* BRIEF *
Each line of the data that includes the string "between" is to be copied out.
----- SOURCE DATA
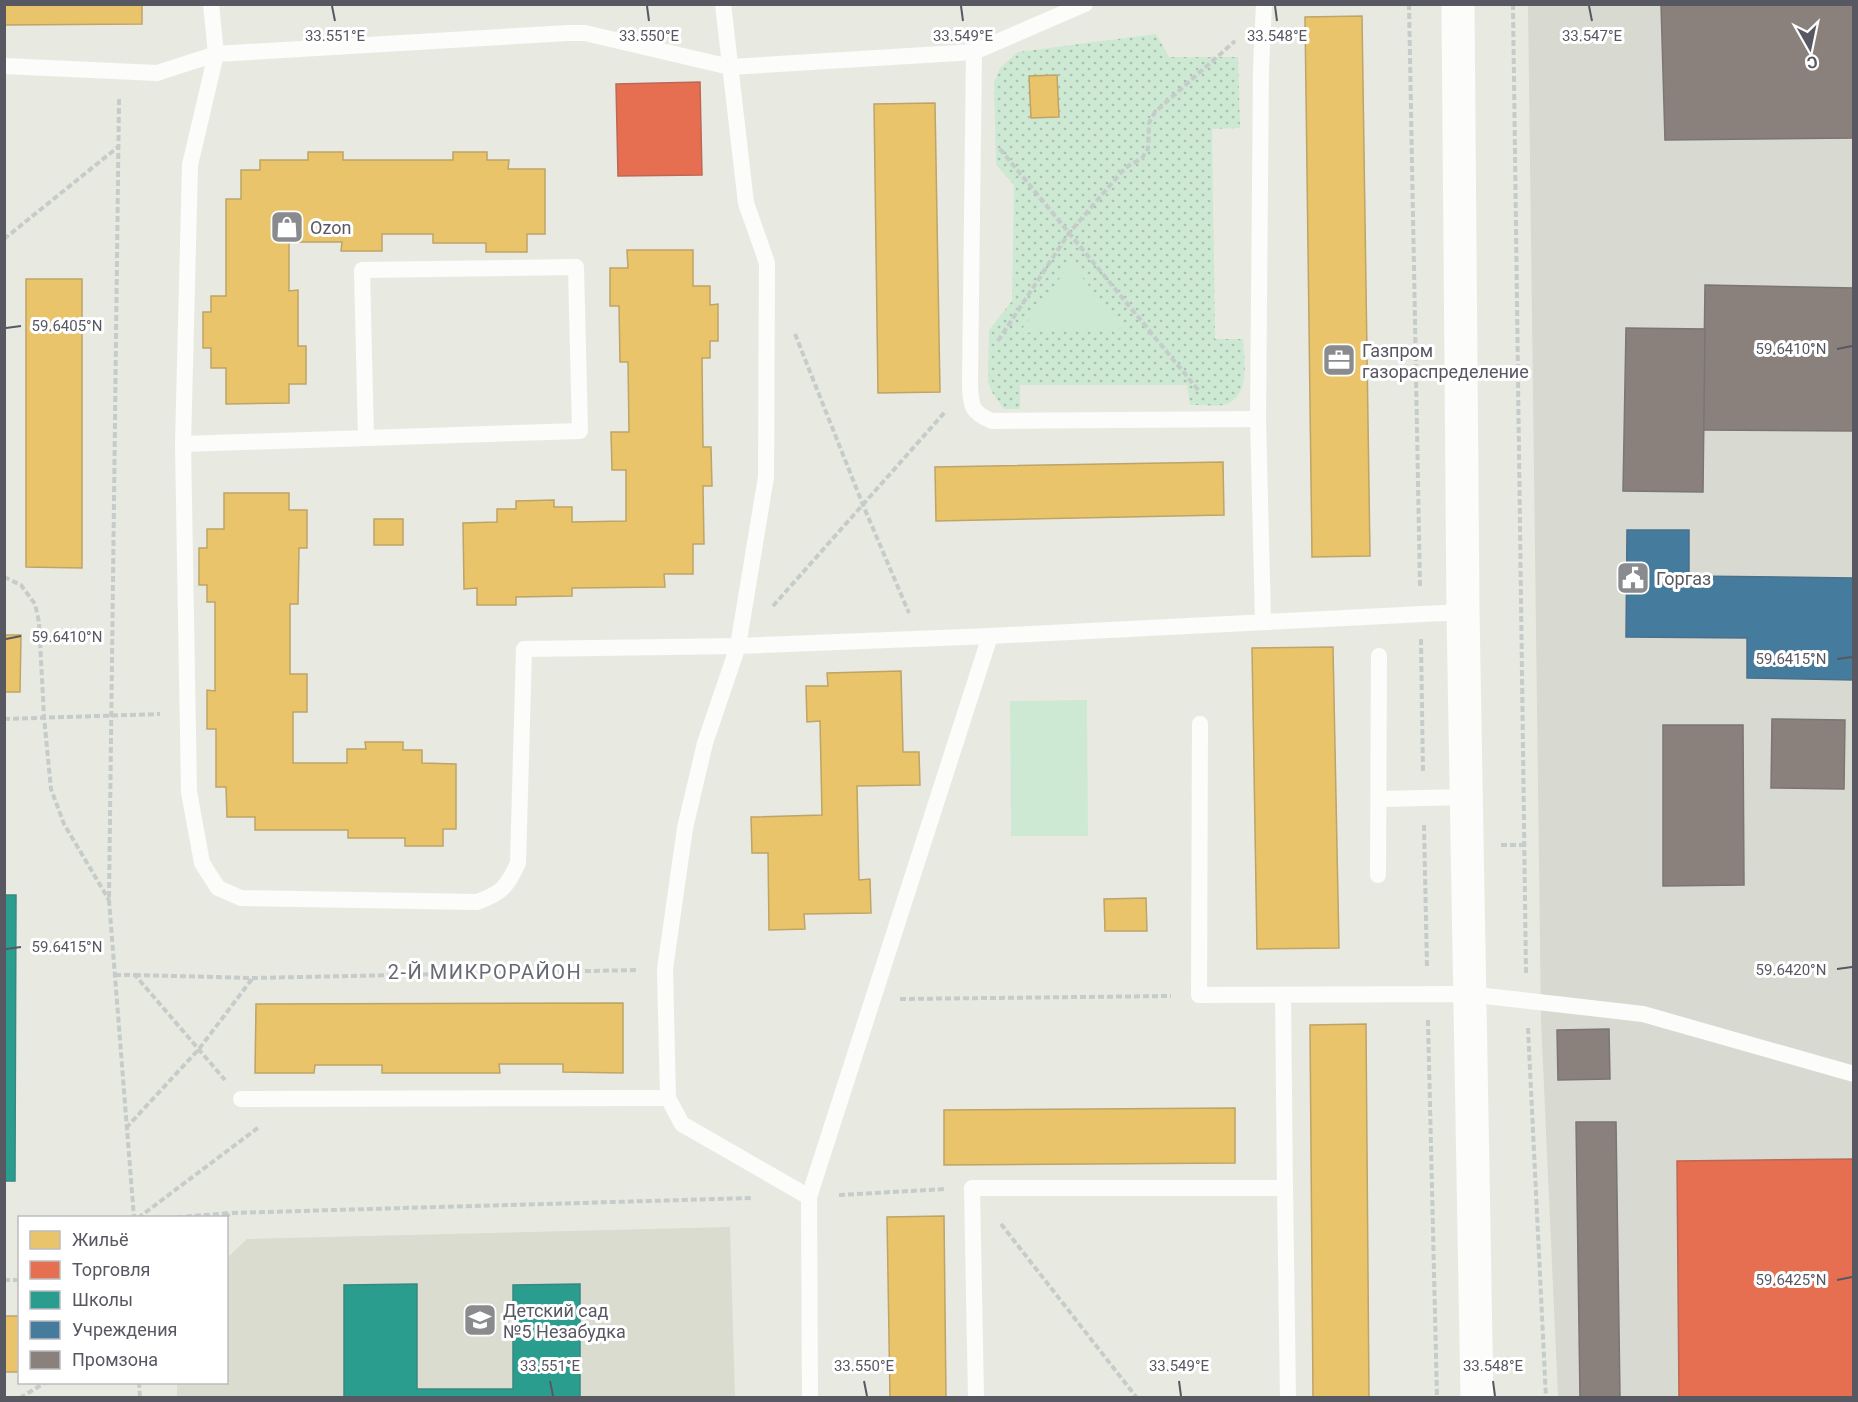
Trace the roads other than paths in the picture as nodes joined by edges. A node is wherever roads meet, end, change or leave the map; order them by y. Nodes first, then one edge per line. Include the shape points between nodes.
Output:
1 (211, 4) edge
2 (723, 4) edge
3 (1085, 4) edge
4 (1264, 4) edge
5 (1458, 4) edge
6 (974, 52) junction
7 (216, 54) junction
8 (4, 66) edge
9 (730, 67) junction
10 (1258, 419) junction
11 (366, 438) junction
12 (183, 444) junction
13 (1463, 612) junction
14 (1263, 621) junction
15 (990, 636) junction
16 (738, 646) junction
17 (1379, 656) dead end
18 (1200, 724) dead end
19 (1466, 797) junction
20 (1379, 799) junction
21 (1378, 875) dead end
22 (1468, 994) junction
23 (1283, 995) junction
24 (1854, 1074) edge
25 (668, 1098) junction
26 (241, 1099) road end
27 (1285, 1188) junction
28 (809, 1197) junction
29 (810, 1398) edge
30 (976, 1398) edge
31 (1288, 1398) edge
32 (1477, 1398) edge

1 - 7 lane
2 - 9 lane
3 - 6 lane
4 - 10 lane
5 - 13 street
6 - 9 lane
6 - 10 lane via 970,384 971,405 978,415 992,421
7 - 8 lane via 157,73
7 - 9 lane via 585,33
7 - 12 lane via 190,165
9 - 16 lane via 746,203 767,262 766,477
10 - 14 lane
11 - 11 lane via 580,431 576,267 362,270
11 - 12 lane
12 - 16 lane via 189,792 202,863 218,888 241,898 477,902 495,895 508,884 518,863 524,649
13 - 14 lane
13 - 19 street
14 - 15 lane
15 - 16 lane
15 - 28 lane
16 - 25 lane via 705,743 690,807 665,969
17 - 20 lane
18 - 23 lane via 1199,995
19 - 20 lane
19 - 22 street
20 - 21 lane
22 - 23 lane
22 - 24 lane via 1643,1014
22 - 32 street
23 - 27 lane
25 - 26 lane
25 - 28 lane via 682,1124
27 - 30 lane via 972,1188
27 - 31 lane
28 - 29 lane

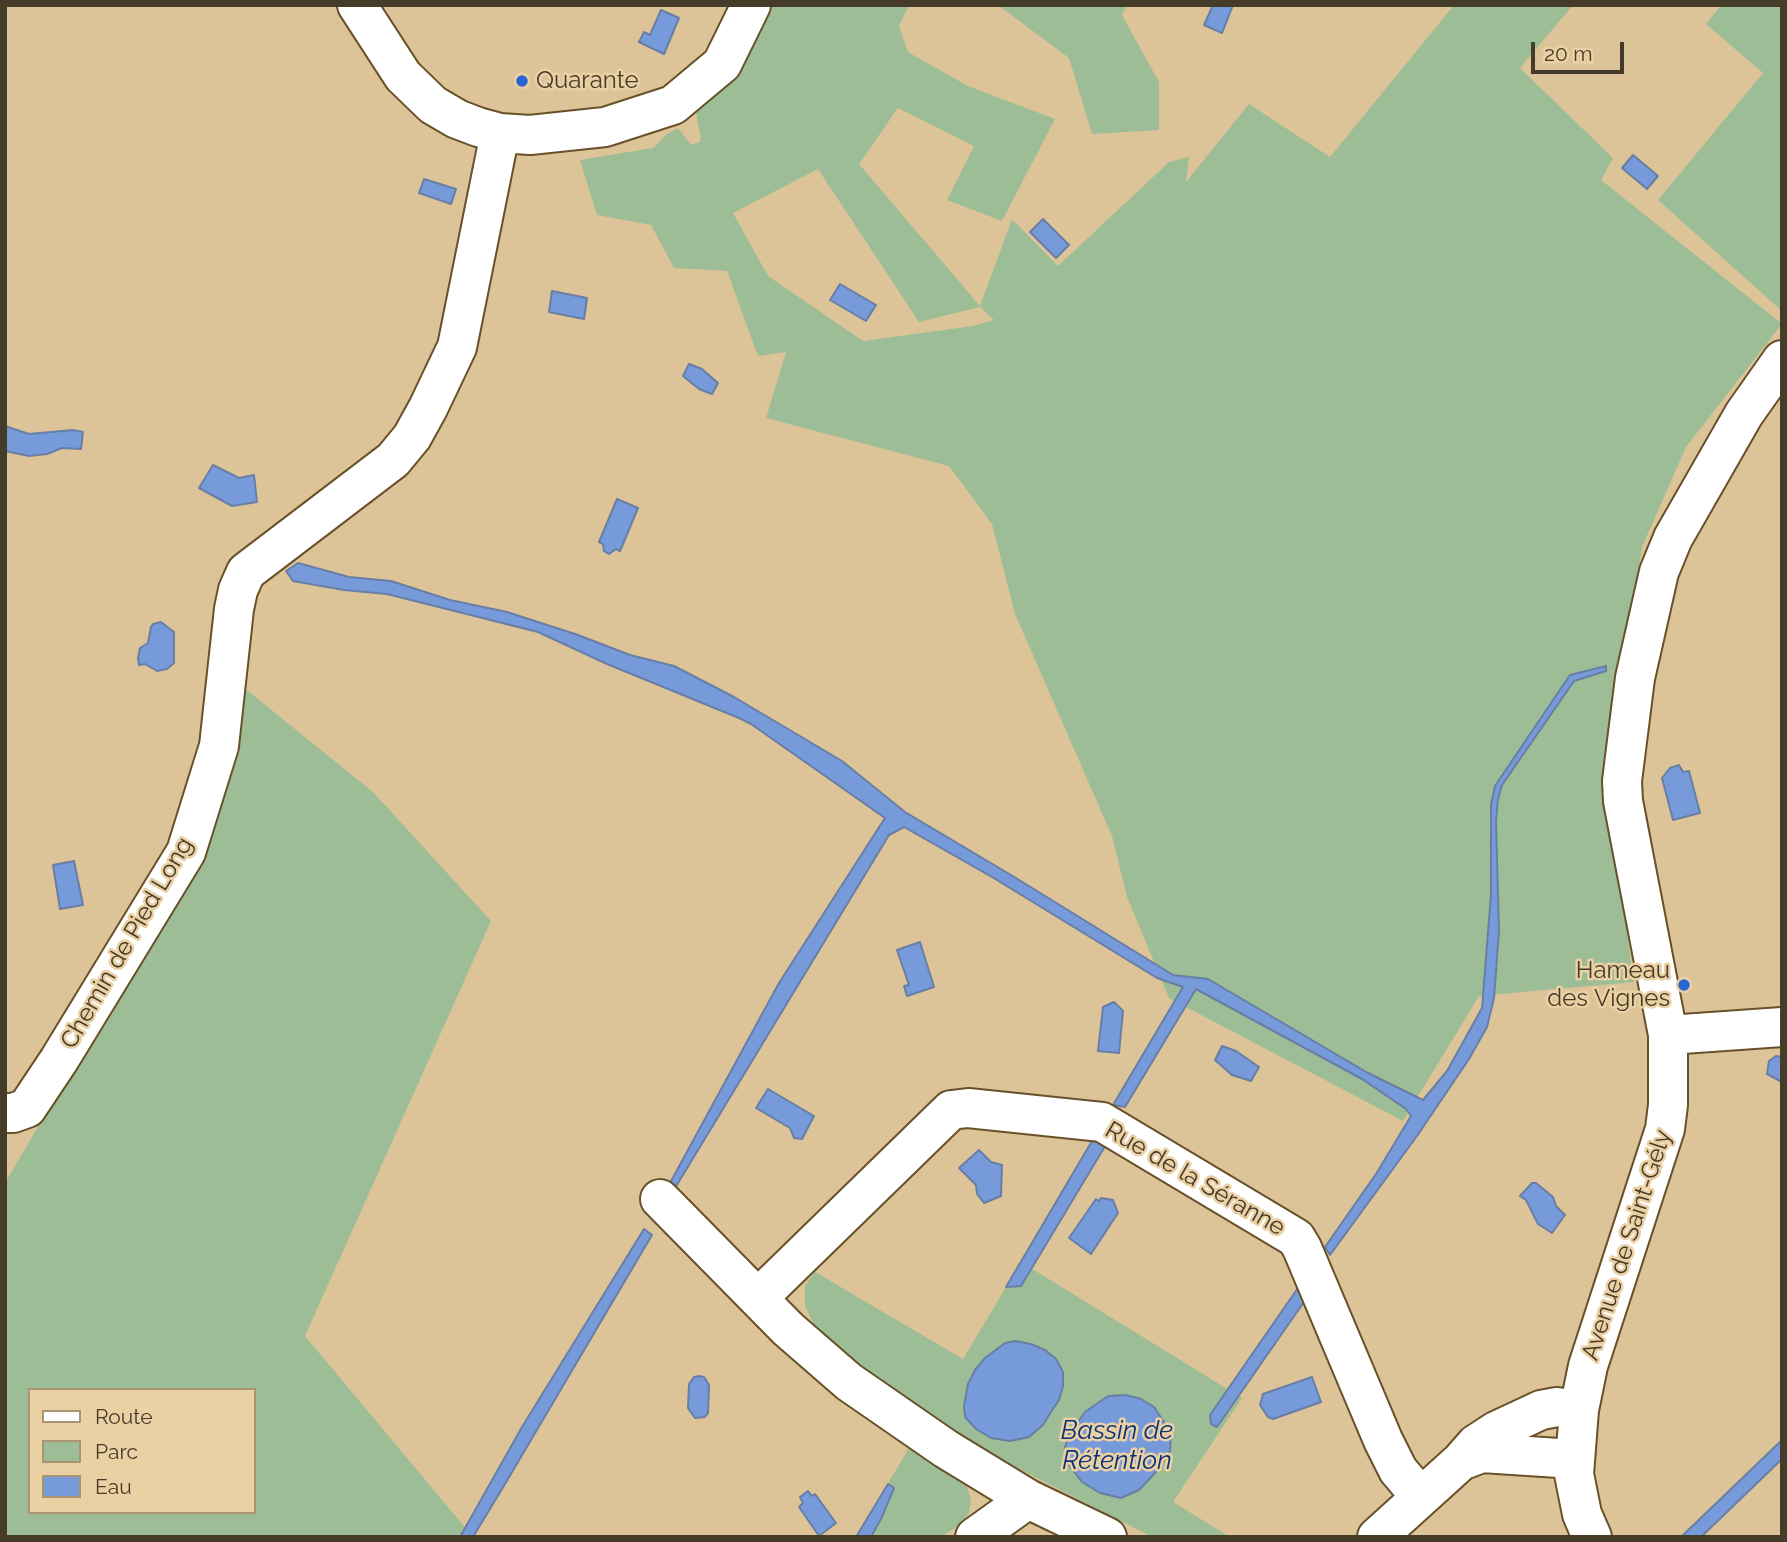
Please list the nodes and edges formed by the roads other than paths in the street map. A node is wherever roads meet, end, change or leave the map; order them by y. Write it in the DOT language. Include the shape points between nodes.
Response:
graph roads {
  1 [pos="358,5"];
  2 [pos="751,5"];
  3 [pos="500,133"];
  4 [pos="1782,360"];
  5 [pos="1782,1027"];
  6 [pos="1668,1035"];
  7 [pos="5,1114"];
  8 [pos="660,1199"];
  9 [pos="758,1298"];
  10 [pos="1579,1410"];
  11 [pos="1574,1459"];
  12 [pos="1461,1461"];
  13 [pos="1420,1496"];
  14 [pos="1028,1499"];
  15 [pos="975,1537"];
  16 [pos="1107,1537"];
  17 [pos="1377,1537"];
  18 [pos="1592,1537"];
  1 -- 3 [label="street" via="420,95 457,119"];
  2 -- 3 [label="street" via="722,64 673,105 605,127 530,135"];
  3 -- 7 [label="street, Chemin de Pied Long" via="457,347 428,408 393,460 246,572 234,609 219,746 186,852 27,1108"];
  4 -- 6 [label="street, Avenue de Saint-Gély" via="1744,414 1673,538 1659,572 1635,678 1623,801"];
  5 -- 6 [label="street"];
  6 -- 10 [label="street, Avenue de Saint-Gély" via="1665,1129 1588,1366"];
  8 -- 9 [label="street"];
  9 -- 13 [label="street, Rue de la Séranne" via="951,1110 1101,1122 1296,1238 1383,1440"];
  9 -- 14 [label="street" via="849,1382"];
  10 -- 11 [label="street, Avenue de Saint-Gély"];
  10 -- 12 [label="street" via="1541,1410 1496,1431"];
  11 -- 12 [label="street" via="1482,1453"];
  11 -- 18 [label="street, Avenue de Saint-Gély" via="1576,1489"];
  12 -- 13 [label="street"];
  13 -- 17 [label="street"];
  14 -- 15 [label="street"];
  14 -- 16 [label="street"];
}
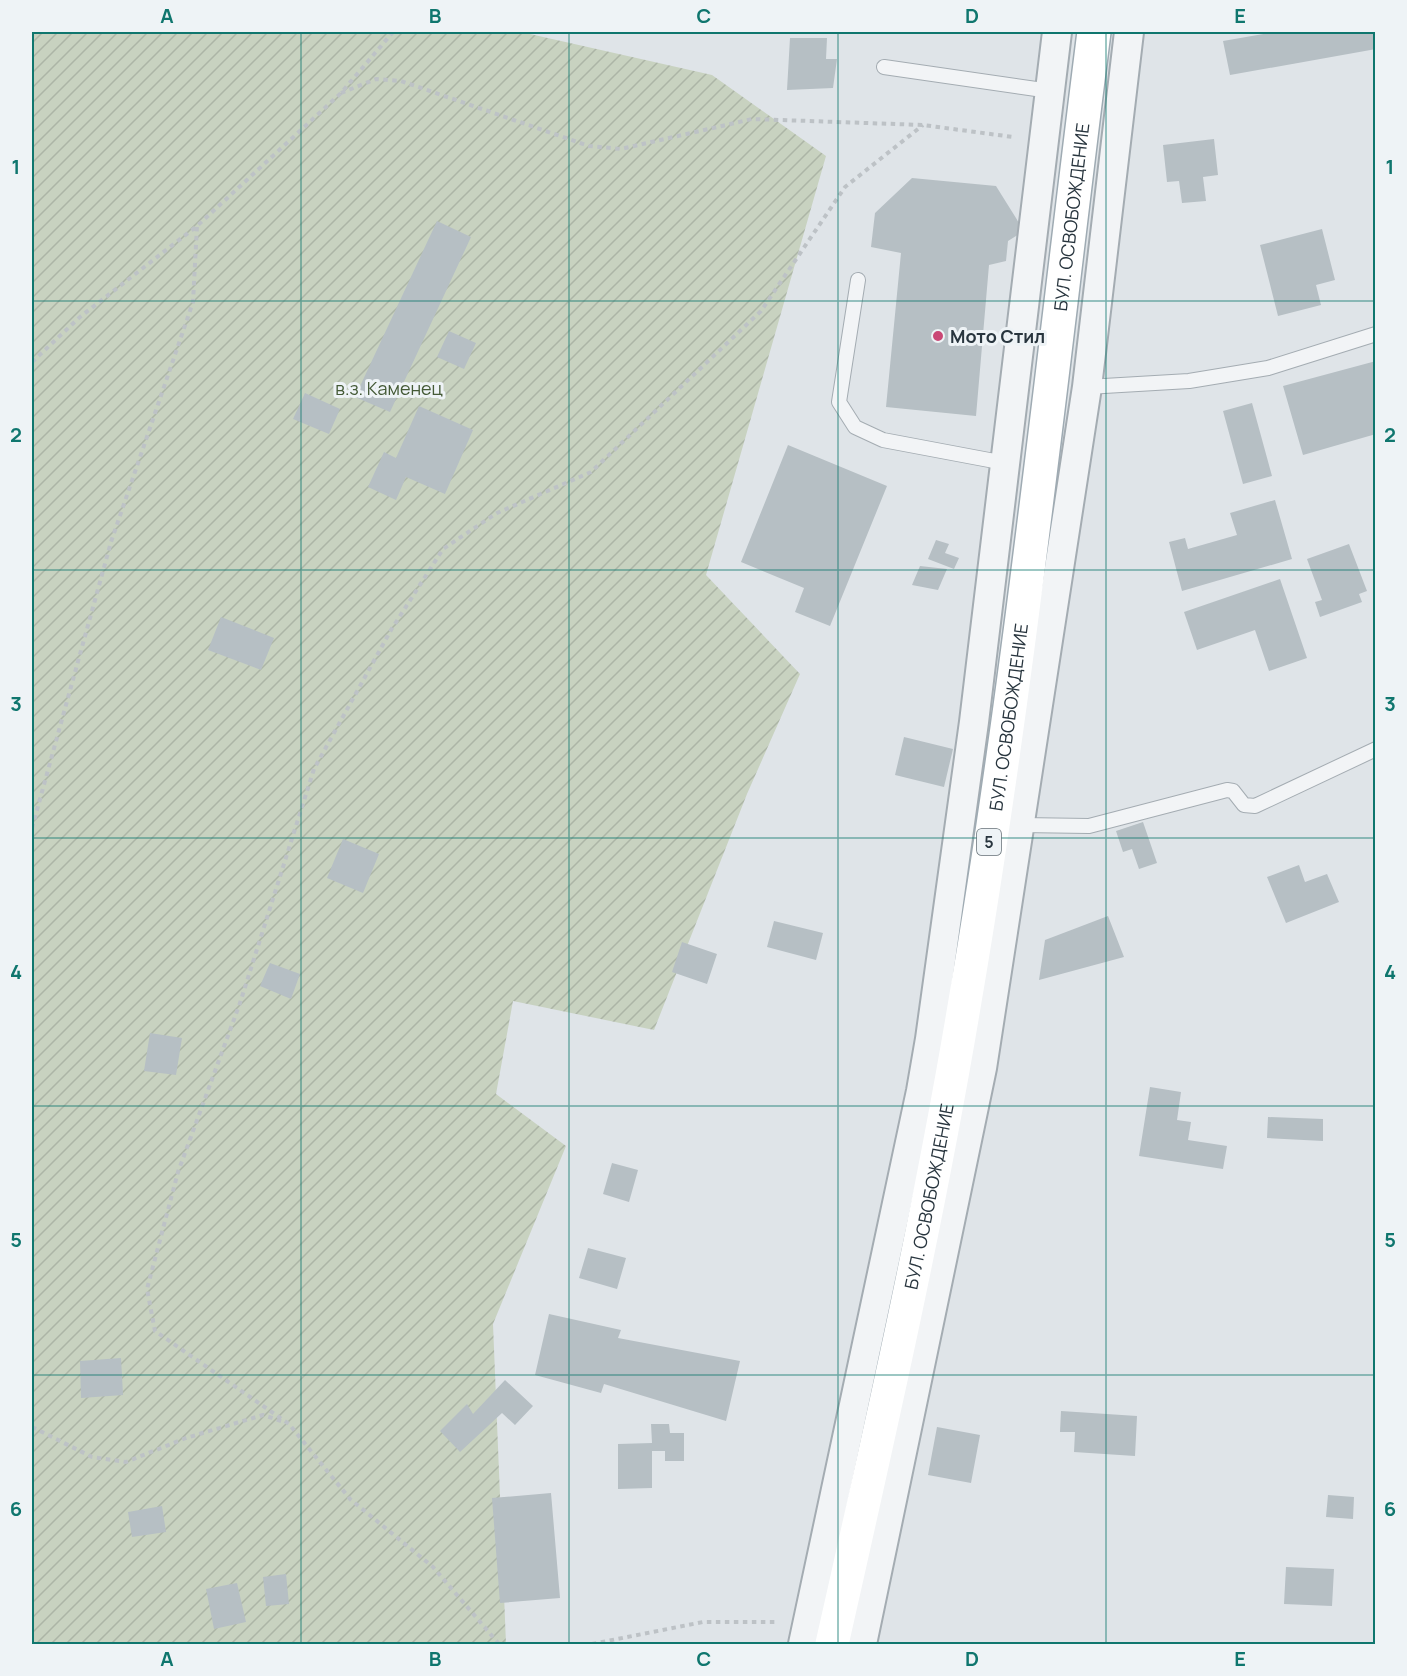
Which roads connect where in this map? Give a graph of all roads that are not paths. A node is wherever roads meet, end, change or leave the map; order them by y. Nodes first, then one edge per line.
1 (1057, 32) edge
2 (1094, 32) edge
3 (1129, 32) edge
4 (884, 68) dead end
5 (1050, 91) junction
6 (858, 280) dead end
7 (1376, 334) edge
8 (1087, 387) junction
9 (1005, 463) junction
10 (1376, 749) edge
11 (1021, 825) junction
12 (814, 1639) edge
13 (862, 1644) edge

1 - 5 street
2 - 12 main road, БУЛ. ОСВОБОЖДЕНИЕ / 5
3 - 8 street
4 - 5 lane
5 - 9 street
6 - 9 lane
7 - 8 lane
8 - 11 street
9 - 12 street
10 - 11 lane
11 - 13 street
----------
* RESPONSE BELOW *
Trace the roads other than paths in the picture as nodes joined by edges. A node is wherever roads meet, end, change or leave the map; order them by y. Nodes first, then one edge per line. Include the shape points between nodes.
Please list the nodes and edges formed by the roads other than paths in the street map. A node is wherever roads meet, end, change or leave the map; order them by y. Write it in the DOT language. Include the shape points between nodes.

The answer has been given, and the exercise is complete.